SNP即单核苷酸多态性位点是指在基因组上单个核苷酸的变异形成的遗传标记。外显子区域的SNP很大程度上会引起氨基酸结构发生改变， 进而改变基因的转录和翻译。DNA混池(DNA pooling)是将几个或多个个体的DNA按照一定比例混合后再进行PCR扩增，DNA混池与测序技术相结合,不仅在寻找突变位点上能够大大降低试验成本，同时还能满足准确率高、重复性好的要求[16]。FONTANESI等[17]利用高通量离子激流半导体测序技术对猪GPR120基因进行测序，确定了3个SNP位点，其中g.114765469C>T位点与猪的平均日增重存在显著相关。
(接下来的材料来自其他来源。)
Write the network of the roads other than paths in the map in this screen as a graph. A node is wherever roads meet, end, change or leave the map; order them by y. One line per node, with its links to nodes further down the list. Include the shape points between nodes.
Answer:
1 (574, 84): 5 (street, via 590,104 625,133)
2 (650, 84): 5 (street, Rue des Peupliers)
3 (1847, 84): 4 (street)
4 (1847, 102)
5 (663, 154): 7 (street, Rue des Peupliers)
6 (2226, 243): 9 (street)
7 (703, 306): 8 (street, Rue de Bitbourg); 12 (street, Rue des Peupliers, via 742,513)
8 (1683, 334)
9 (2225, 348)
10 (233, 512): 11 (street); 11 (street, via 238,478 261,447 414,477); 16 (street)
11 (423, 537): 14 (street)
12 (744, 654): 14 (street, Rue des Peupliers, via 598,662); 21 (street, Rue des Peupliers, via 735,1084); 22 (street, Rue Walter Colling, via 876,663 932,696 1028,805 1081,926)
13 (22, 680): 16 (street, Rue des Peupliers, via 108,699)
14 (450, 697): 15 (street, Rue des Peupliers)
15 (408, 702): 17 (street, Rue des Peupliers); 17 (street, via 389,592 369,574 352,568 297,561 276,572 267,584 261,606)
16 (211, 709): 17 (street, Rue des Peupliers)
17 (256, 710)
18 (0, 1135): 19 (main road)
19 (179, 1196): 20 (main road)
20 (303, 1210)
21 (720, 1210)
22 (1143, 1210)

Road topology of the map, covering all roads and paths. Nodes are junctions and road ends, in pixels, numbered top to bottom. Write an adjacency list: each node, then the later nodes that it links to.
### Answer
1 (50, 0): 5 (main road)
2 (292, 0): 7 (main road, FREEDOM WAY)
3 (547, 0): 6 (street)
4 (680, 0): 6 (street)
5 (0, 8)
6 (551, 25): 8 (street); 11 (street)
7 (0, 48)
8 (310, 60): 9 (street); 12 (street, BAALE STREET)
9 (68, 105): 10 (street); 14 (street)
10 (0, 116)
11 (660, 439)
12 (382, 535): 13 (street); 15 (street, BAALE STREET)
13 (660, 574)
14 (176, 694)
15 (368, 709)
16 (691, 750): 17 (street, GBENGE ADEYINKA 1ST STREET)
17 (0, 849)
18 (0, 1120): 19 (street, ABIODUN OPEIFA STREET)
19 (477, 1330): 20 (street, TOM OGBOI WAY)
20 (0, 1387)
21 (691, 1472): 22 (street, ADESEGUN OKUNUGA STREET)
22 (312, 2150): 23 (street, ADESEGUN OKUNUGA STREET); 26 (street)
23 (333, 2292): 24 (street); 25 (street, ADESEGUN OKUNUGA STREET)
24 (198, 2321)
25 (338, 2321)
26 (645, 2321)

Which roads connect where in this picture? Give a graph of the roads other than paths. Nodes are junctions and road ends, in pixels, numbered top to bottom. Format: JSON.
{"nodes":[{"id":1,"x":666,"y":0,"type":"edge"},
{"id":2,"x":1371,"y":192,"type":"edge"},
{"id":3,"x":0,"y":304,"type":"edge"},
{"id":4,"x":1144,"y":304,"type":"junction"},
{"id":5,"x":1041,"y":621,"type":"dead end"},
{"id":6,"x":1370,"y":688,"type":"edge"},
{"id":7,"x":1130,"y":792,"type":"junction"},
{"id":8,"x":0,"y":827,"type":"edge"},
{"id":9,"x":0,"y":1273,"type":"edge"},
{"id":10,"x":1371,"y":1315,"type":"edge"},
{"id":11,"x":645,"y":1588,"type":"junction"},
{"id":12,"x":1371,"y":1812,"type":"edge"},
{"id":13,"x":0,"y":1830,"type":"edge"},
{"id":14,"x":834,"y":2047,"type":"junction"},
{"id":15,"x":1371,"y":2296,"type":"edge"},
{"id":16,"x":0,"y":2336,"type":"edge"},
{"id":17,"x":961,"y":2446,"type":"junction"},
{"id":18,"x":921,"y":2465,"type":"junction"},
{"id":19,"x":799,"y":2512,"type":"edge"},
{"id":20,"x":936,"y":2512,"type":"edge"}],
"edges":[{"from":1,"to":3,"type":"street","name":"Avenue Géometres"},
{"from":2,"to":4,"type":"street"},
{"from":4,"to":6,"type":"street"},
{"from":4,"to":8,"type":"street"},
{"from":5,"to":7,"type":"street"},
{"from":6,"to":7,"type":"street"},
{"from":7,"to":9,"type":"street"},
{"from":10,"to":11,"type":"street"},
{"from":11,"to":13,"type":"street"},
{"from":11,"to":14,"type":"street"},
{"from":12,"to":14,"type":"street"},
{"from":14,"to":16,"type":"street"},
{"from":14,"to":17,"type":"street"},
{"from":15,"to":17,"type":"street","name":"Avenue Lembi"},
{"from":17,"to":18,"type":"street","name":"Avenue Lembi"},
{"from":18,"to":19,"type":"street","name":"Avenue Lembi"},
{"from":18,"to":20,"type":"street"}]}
ALAN等[18]对203名儿童中GPR120的3个SNP位点(rs10882273 T>C、rs12243124 T>C和rs11187533 C>T)进行了关联研究，发现rs11187533位点与葡萄糖水平之间存在显著相关。此外，该位点与肝酶丙氨酸氨基转移酶和γ-谷氨酰转移酶显著关联。结果表明rs11187533单核苷酸多态性的纯合子等位基因型可能对伴随肥胖的代谢后果起到保护作用，并且可以在早期识别出代谢健康的肥胖个体。而肥胖也是犬中常见的营养失调疾病，但是尚未在犬中鉴定出遗传因素。MIYABE等[19]对141只犬的GPR120基因突变进行了研究，发现5个同义突变和4个非同义突变。其中在40只犬中发现c.595C>A位点发生突变且c.595C>A位点与代谢率降低有关，因此c.595C>A位点是一个与肥胖相关的候选变异体，可能有助于犬的营养管理。

由于GPR120 SNP位点的研究较少，而关于GPR120基因在奶牛中的SNP研究未见报道。因此本试验为了探究GPR120是否与乳脂等泌乳性状的相关性，采用 PCR-RFLP方法在中国荷斯坦奶牛GPR120基因第1外显子中筛选到9个SNP位点，其中T100G、G413A、C428T、C904T 4个位点为错义突变，导致T100G由色氨酸(Trp)突变为甘氨酸(Gly)，G413A由甘氨酸(Gly)突变为谷氨酸(Glu)，C428T由丝氨酸(Ser)突变为苯丙氨酸(Phe)，C904T由亮氨酸(Leu)突变为苯丙氨酸(Phe)，而氨基酸的改变会导致GPR120蛋白的功能发生相应的变化。因为通过二级结构预测结果显示，T100G、C904T SNP位点的自由能相比参考序列有所增加，导致mRNA 二级结构的稳定性降低，可能会影响基因表达效率。中国荷斯坦奶牛GPR120蛋白二级结构中无规则卷曲占主导地位，T100G无规则卷曲由44.62% 减少至49.10%,C428T无规则卷曲由44.62% 减少至43.69%，C904T无规则卷曲由44.62% 增加至44.92%,由于无规则卷曲是构成配体受体结合的活性部位，突变可能会对蛋白质二级结构的稳定性造成影响，从而影响蛋白质三级结构，使蛋白质功能发生变化。

通过PCR-RFLP进一步对GPR120的9个SNP位点所产生的基因型进行分析。在中国荷斯坦奶牛试验群体中G413A、T873G这2个SNP位点均检测到3种基因型，G413A基因型为GG、GA、AA，其优势基因型为GG，优势等位基因为G。T873G基因型为TT、TG、GG，其优势基因型为TT，优势等位基因为T。在试验群体中G413A、T873G位点多态性信息含量(PIC)分别为0.347和0.343，数值在0.250～0.500之间，表明2个SNP位点为中度多态性。将G413A、T873G 2个SNP位点与产奶性能进行关联分析发现，G413A位点与305 d日产奶量及乳脂率呈显著相关(P<0.05)，与乳蛋白率及体细胞评分呈极显著相关性(P<0.01)。T873G位点与305 d 日产奶量、乳脂率和乳蛋白率亦呈极显著相关(P<0.01)。由于本试验研究所用的样本量偏少，后期将扩大样本量并对GPR120进行全基因组分析，同时通过奶牛乳腺上皮细胞进一步探索GPR120对奶牛乳腺发育及乳脂合成的分子作用机制。